A comprehensive estate plan includes several items … the details of which can become confusing. Most people have heard of a will, which distributes your assets upon your death. But there is another, similarly named item called a living will. A living will is also known as an advanced directive or a directive to physicians.
A living will is a legal document that allows you to convey your wishes for your end-of-life medical care. In it, you leave instructions indicating whether or not you would like to receive life-sustaining treatment should you become incapacitated and have an irreversible or terminal condition, such as Alzheimer’s, severe brain trauma, cancer or organ failure. You may decide that you want to receive life-sustaining treatment, which could include breathing assistance, supplemental feeding or kidney dialysis, for example. You may decide that you do not want these measures administered. You can customize your care plan by drafting specific instructions for certain circumstances as well. Regardless of which route you choose, the document provides for comfort measures and does not affect hospice care.
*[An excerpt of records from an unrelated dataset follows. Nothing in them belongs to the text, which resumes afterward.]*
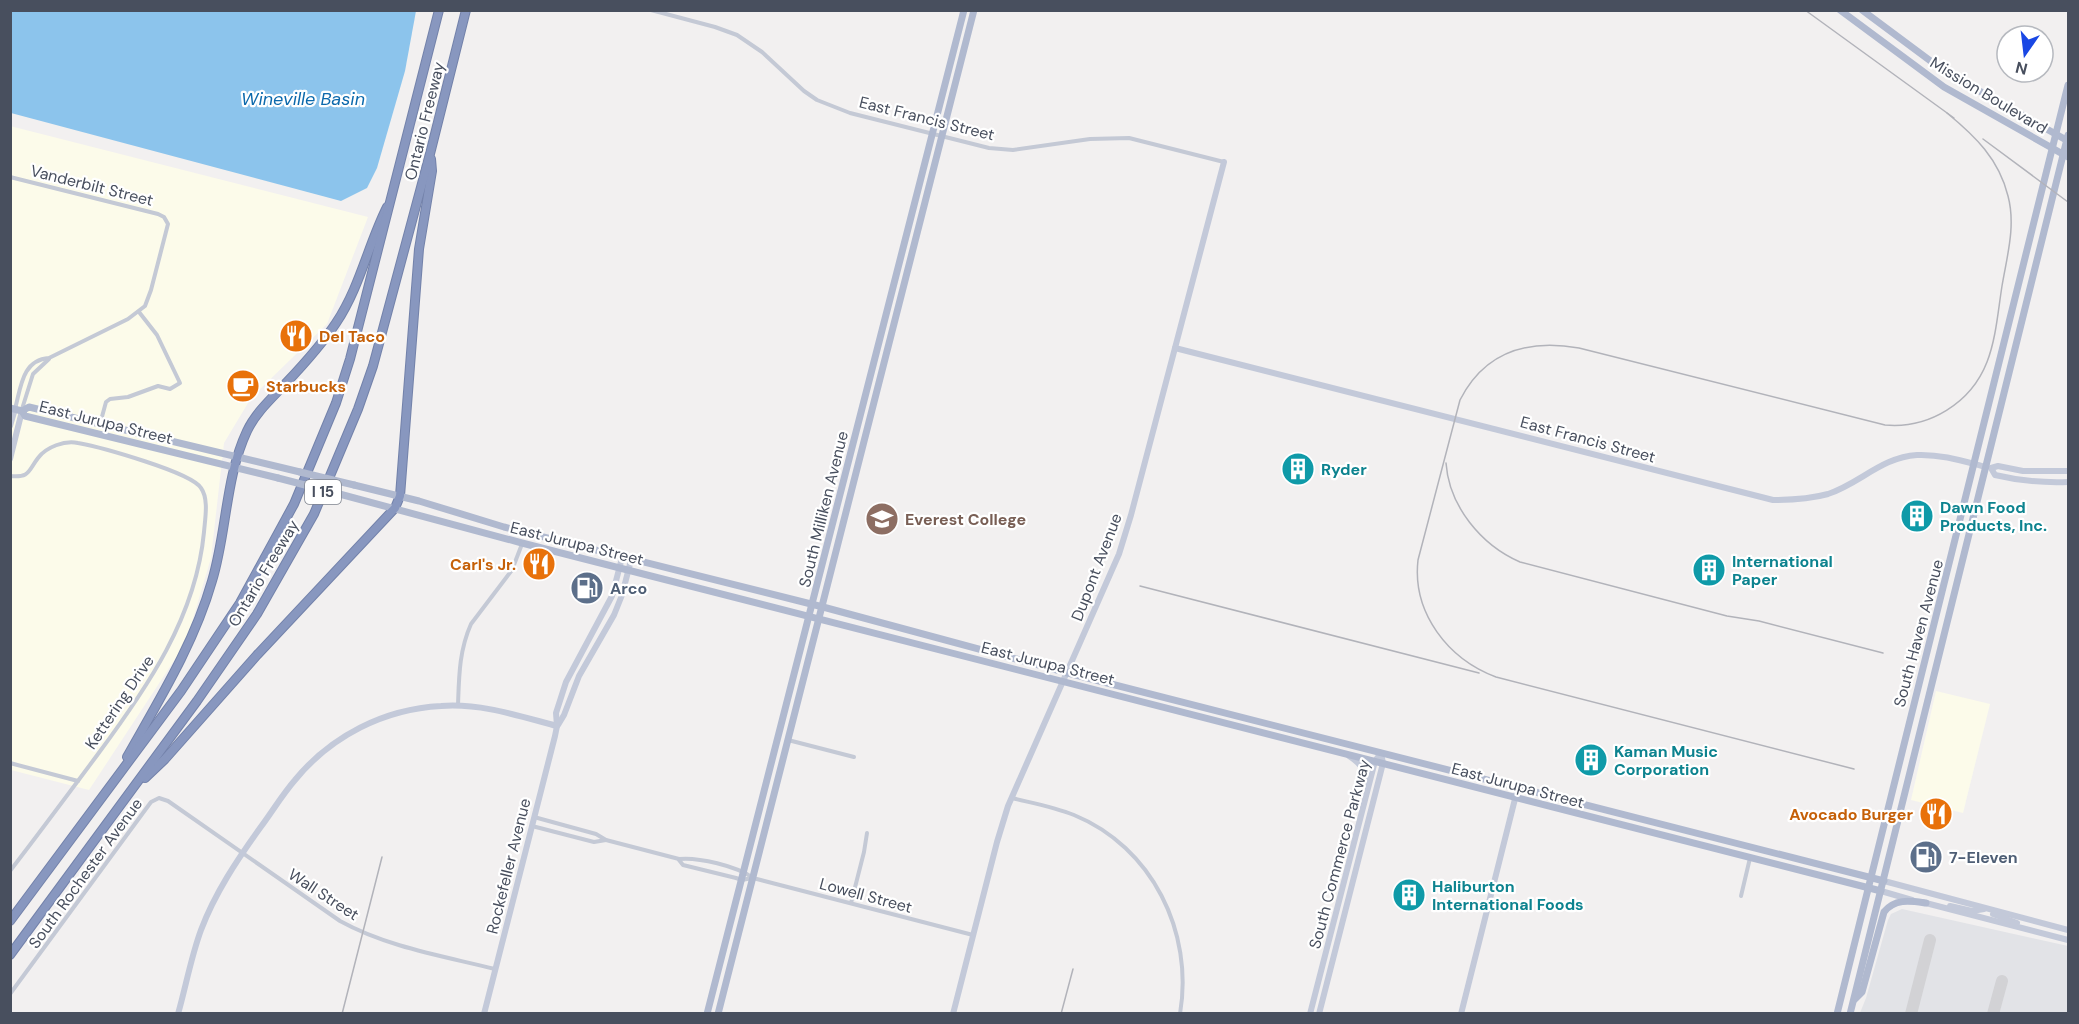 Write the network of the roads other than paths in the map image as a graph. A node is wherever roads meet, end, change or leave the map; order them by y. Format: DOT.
graph roads {
  1 [pos="439,10"];
  2 [pos="466,10"];
  3 [pos="651,10"];
  4 [pos="964,10"];
  5 [pos="974,10"];
  6 [pos="1840,10"];
  7 [pos="1863,10"];
  8 [pos="2068,85"];
  9 [pos="933,134"];
  10 [pos="2056,134"];
  11 [pos="942,137"];
  12 [pos="2068,139"];
  13 [pos="2053,148"];
  14 [pos="431,150"];
  15 [pos="2066,155"];
  16 [pos="1224,162"];
  17 [pos="10,177"];
  18 [pos="394,192"];
  19 [pos="139,312"];
  20 [pos="1174,348"];
  21 [pos="49,358"];
  22 [pos="16,409"];
  23 [pos="100,424"];
  24 [pos="10,426"];
  25 [pos="237,456"];
  26 [pos="10,459"];
  27 [pos="1975,464"];
  28 [pos="234,467"];
  29 [pos="1988,467"];
  30 [pos="2068,471"];
  31 [pos="10,476"];
  32 [pos="2068,482"];
  33 [pos="400,496"];
  34 [pos="395,508"];
  35 [pos="522,543"];
  36 [pos="622,558"];
  37 [pos="631,560"];
  38 [pos="620,568"];
  39 [pos="628,570"];
  40 [pos="812,605"];
  41 [pos="823,607"];
  42 [pos="809,616"];
  43 [pos="820,619"];
  44 [pos="1068,673"];
  45 [pos="1064,682"];
  46 [pos="458,705"];
  47 [pos="557,726"];
  48 [pos="788,740"];
  49 [pos="1343,752"];
  50 [pos="1381,753"];
  51 [pos="854,757"];
  52 [pos="1379,762"];
  53 [pos="10,763"];
  54 [pos="78,781"];
  55 [pos="113,782"];
  56 [pos="1518,787"];
  57 [pos="1367,793"];
  58 [pos="129,794"];
  59 [pos="159,798"];
  60 [pos="1012,798"];
  61 [pos="1515,798"];
  62 [pos="1584,816"];
  63 [pos="534,817"];
  64 [pos="1636,817"];
  65 [pos="532,826"];
  66 [pos="867,833"];
  67 [pos="1655,834"];
  68 [pos="1712,837"];
  69 [pos="606,840"];
  70 [pos="242,853"];
  71 [pos="1750,858"];
  72 [pos="679,859"];
  73 [pos="10,871"];
  74 [pos="744,872"];
  75 [pos="753,878"];
  76 [pos="1871,878"];
  77 [pos="742,880"];
  78 [pos="1884,881"];
  79 [pos="1869,887"];
  80 [pos="1881,891"];
  81 [pos="1741,896"];
  82 [pos="851,903"];
  83 [pos="1926,903"];
  84 [pos="1941,907"];
  85 [pos="1985,909"];
  86 [pos="10,921"];
  87 [pos="2031,930"];
  88 [pos="2068,930"];
  89 [pos="974,935"];
  90 [pos="2068,940"];
  91 [pos="10,955"];
  92 [pos="495,969"];
  93 [pos="10,994"];
  94 [pos="1853,1001"];
  95 [pos="178,1014"];
  96 [pos="484,1014"];
  97 [pos="707,1014"];
  98 [pos="718,1014"];
  99 [pos="953,1014"];
  100 [pos="1180,1014"];
  101 [pos="1310,1014"];
  102 [pos="1319,1014"];
  103 [pos="1461,1014"];
  104 [pos="1837,1014"];
  105 [pos="1850,1014"];
  1 -- 18 [label="highway, Ontario Freeway / I 15"];
  2 -- 14 [label="highway, Ontario Freeway / I 15"];
  3 -- 9 [label="street, East Francis Street"];
  4 -- 9 [label="main road, South Milliken Avenue"];
  5 -- 11 [label="main road, South Milliken Avenue"];
  6 -- 13 [label="main road, Mission Boulevard"];
  7 -- 10 [label="main road, Mission Boulevard"];
  8 -- 10 [label="main road, South Haven Avenue"];
  9 -- 11 [label="street, East Francis Street"];
  9 -- 40 [label="main road, South Milliken Avenue"];
  10 -- 12 [label="main road, Mission Boulevard"];
  10 -- 13 [label="main road, South Haven Avenue"];
  11 -- 16 [label="street, East Francis Street"];
  11 -- 41 [label="main road, South Milliken Avenue"];
  12 -- 15 [label="main road, South Haven Avenue"];
  13 -- 15 [label="main road, Mission Boulevard"];
  13 -- 27 [label="main road, South Haven Avenue"];
  14 -- 33 [label="highway"];
  14 -- 58 [label="highway, Ontario Freeway / I 15"];
  15 -- 29 [label="main road, South Haven Avenue"];
  16 -- 20 [label="street, Dupont Avenue"];
  17 -- 19 [label="street, Vanderbilt Street"];
  18 -- 25 [label="highway"];
  18 -- 55 [label="highway, Ontario Freeway / I 15"];
  19 -- 21 [label="street"];
  19 -- 23 [label="street"];
  20 -- 27 [label="street, East Francis Street"];
  20 -- 44 [label="street, Dupont Avenue"];
  21 -- 22 [label="street"];
  21 -- 22 [label="street"];
  22 -- 23 [label="main road, East Jurupa Street"];
  22 -- 24 [label="street"];
  22 -- 26 [label="street"];
  22 -- 28 [label="main road, East Jurupa Street"];
  23 -- 25 [label="main road, East Jurupa Street"];
  25 -- 28 [label="highway"];
  25 -- 33 [label="main road, East Jurupa Street, bridge"];
  27 -- 29 [label="street, East Francis Street"];
  27 -- 76 [label="main road, South Haven Avenue"];
  28 -- 34 [label="main road, East Jurupa Street, bridge"];
  28 -- 55 [label="highway"];
  29 -- 30 [label="street, East Francis Street"];
  29 -- 32 [label="street, East Francis Street"];
  29 -- 78 [label="main road, South Haven Avenue"];
  31 -- 54 [label="street, Kettering Drive"];
  33 -- 34 [label="highway"];
  33 -- 36 [label="main road, East Jurupa Street"];
  34 -- 35 [label="main road, East Jurupa Street"];
  34 -- 58 [label="highway"];
  35 -- 38 [label="main road, East Jurupa Street"];
  35 -- 46 [label="street"];
  36 -- 37 [label="main road, East Jurupa Street"];
  36 -- 38 [label="street, Rockefeller Avenue"];
  37 -- 39 [label="street, Rockefeller Avenue"];
  37 -- 40 [label="main road, East Jurupa Street"];
  38 -- 39 [label="main road, East Jurupa Street"];
  38 -- 47 [label="street, Rockefeller Avenue"];
  39 -- 42 [label="main road, East Jurupa Street"];
  39 -- 47 [label="street, Rockefeller Avenue"];
  40 -- 41 [label="main road, East Jurupa Street"];
  40 -- 42 [label="main road, South Milliken Avenue"];
  41 -- 43 [label="main road, South Milliken Avenue"];
  41 -- 44 [label="main road, East Jurupa Street"];
  42 -- 43 [label="main road, East Jurupa Street"];
  42 -- 74 [label="main road, South Milliken Avenue"];
  43 -- 45 [label="main road, East Jurupa Street"];
  43 -- 48 [label="main road, South Milliken Avenue"];
  44 -- 45 [label="street, Dupont Avenue"];
  44 -- 50 [label="main road, East Jurupa Street"];
  45 -- 49 [label="main road, East Jurupa Street"];
  45 -- 60 [label="street, Dupont Avenue"];
  46 -- 47 [label="street"];
  46 -- 70 [label="street"];
  47 -- 63 [label="street, Rockefeller Avenue"];
  48 -- 51 [label="street"];
  48 -- 75 [label="main road, South Milliken Avenue"];
  49 -- 52 [label="main road, East Jurupa Street"];
  49 -- 57 [label="street"];
  50 -- 52 [label="street, South Commerce Parkway"];
  50 -- 56 [label="main road, East Jurupa Street"];
  52 -- 57 [label="street, South Commerce Parkway"];
  52 -- 61 [label="main road, East Jurupa Street"];
  52 -- 102 [label="street, South Commerce Parkway"];
  53 -- 54 [label="street"];
  54 -- 73 [label="street, Kettering Drive"];
  55 -- 86 [label="highway, Ontario Freeway / I 15"];
  56 -- 61 [label="street"];
  56 -- 64 [label="main road, East Jurupa Street"];
  57 -- 101 [label="street, South Commerce Parkway"];
  58 -- 91 [label="highway, Ontario Freeway / I 15"];
  59 -- 70 [label="street, Wall Street"];
  59 -- 93 [label="street, South Rochester Avenue"];
  60 -- 89 [label="street, Dupont Avenue"];
  60 -- 100 [label="street"];
  61 -- 62 [label="main road, East Jurupa Street"];
  61 -- 103 [label="street"];
  62 -- 64 [label="main road"];
  62 -- 67 [label="main road, East Jurupa Street"];
  63 -- 65 [label="street, Rockefeller Avenue"];
  63 -- 69 [label="street, Lowell Street"];
  64 -- 68 [label="main road, East Jurupa Street"];
  65 -- 69 [label="street, Lowell Street"];
  65 -- 92 [label="street, Rockefeller Avenue"];
  66 -- 82 [label="street"];
  67 -- 68 [label="main road"];
  67 -- 71 [label="main road, East Jurupa Street"];
  68 -- 76 [label="main road, East Jurupa Street"];
  69 -- 72 [label="street, Lowell Street"];
  70 -- 92 [label="street, Wall Street"];
  70 -- 95 [label="street"];
  71 -- 79 [label="main road, East Jurupa Street"];
  71 -- 81 [label="street"];
  72 -- 74 [label="street, Lowell Street"];
  72 -- 77 [label="street, Lowell Street"];
  74 -- 75 [label="street, Lowell Street"];
  74 -- 77 [label="main road, South Milliken Avenue"];
  75 -- 77 [label="street, Lowell Street"];
  75 -- 82 [label="street, Lowell Street"];
  75 -- 98 [label="main road, South Milliken Avenue"];
  76 -- 78 [label="main road, East Jurupa Street"];
  76 -- 79 [label="main road, South Haven Avenue"];
  77 -- 97 [label="main road, South Milliken Avenue"];
  78 -- 80 [label="main road, South Haven Avenue"];
  78 -- 85 [label="street, East Jurupa Street"];
  79 -- 80 [label="main road, East Jurupa Street"];
  79 -- 104 [label="main road, South Haven Avenue"];
  80 -- 83 [label="street, East Jurupa Street"];
  80 -- 94 [label="main road, South Haven Avenue"];
  82 -- 89 [label="street, Lowell Street"];
  83 -- 84 [label="street, East Jurupa Street"];
  83 -- 94 [label="main road"];
  84 -- 85 [label="street"];
  84 -- 87 [label="street, East Jurupa Street"];
  85 -- 87 [label="street"];
  85 -- 88 [label="street, East Jurupa Street"];
  87 -- 90 [label="street, East Jurupa Street"];
  89 -- 99 [label="street, Dupont Avenue"];
  92 -- 96 [label="street, Rockefeller Avenue"];
  94 -- 105 [label="main road, South Haven Avenue"];
}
Can’t I simply tell someone my wishes?
Of course, but documenting your wishes utilizing a written, valid legal document reduces the potential for disagreement and confusion among loved ones, clearly states your intentions, allows your doctor to proceed without delay, and is legally enforceable.
Is a living will the same thing as a do not resuscitate (DNR)?
No. While both documents give instructions regarding your medical care, a DNR is typically used for an emergency situation, where someone finds you not breathing or with a stopped heart. A DNR would tell a caregiver that you do not want to be revived, but it does not govern an ongoing treatment plan.
A living will is one piece of the estate plan puzzle. It helps reduce the stress on your family of making a difficult decision if you encounter a serious injury or illness and ensures that your desires are followed. As always, reach out to an experienced estate planning attorney for more details.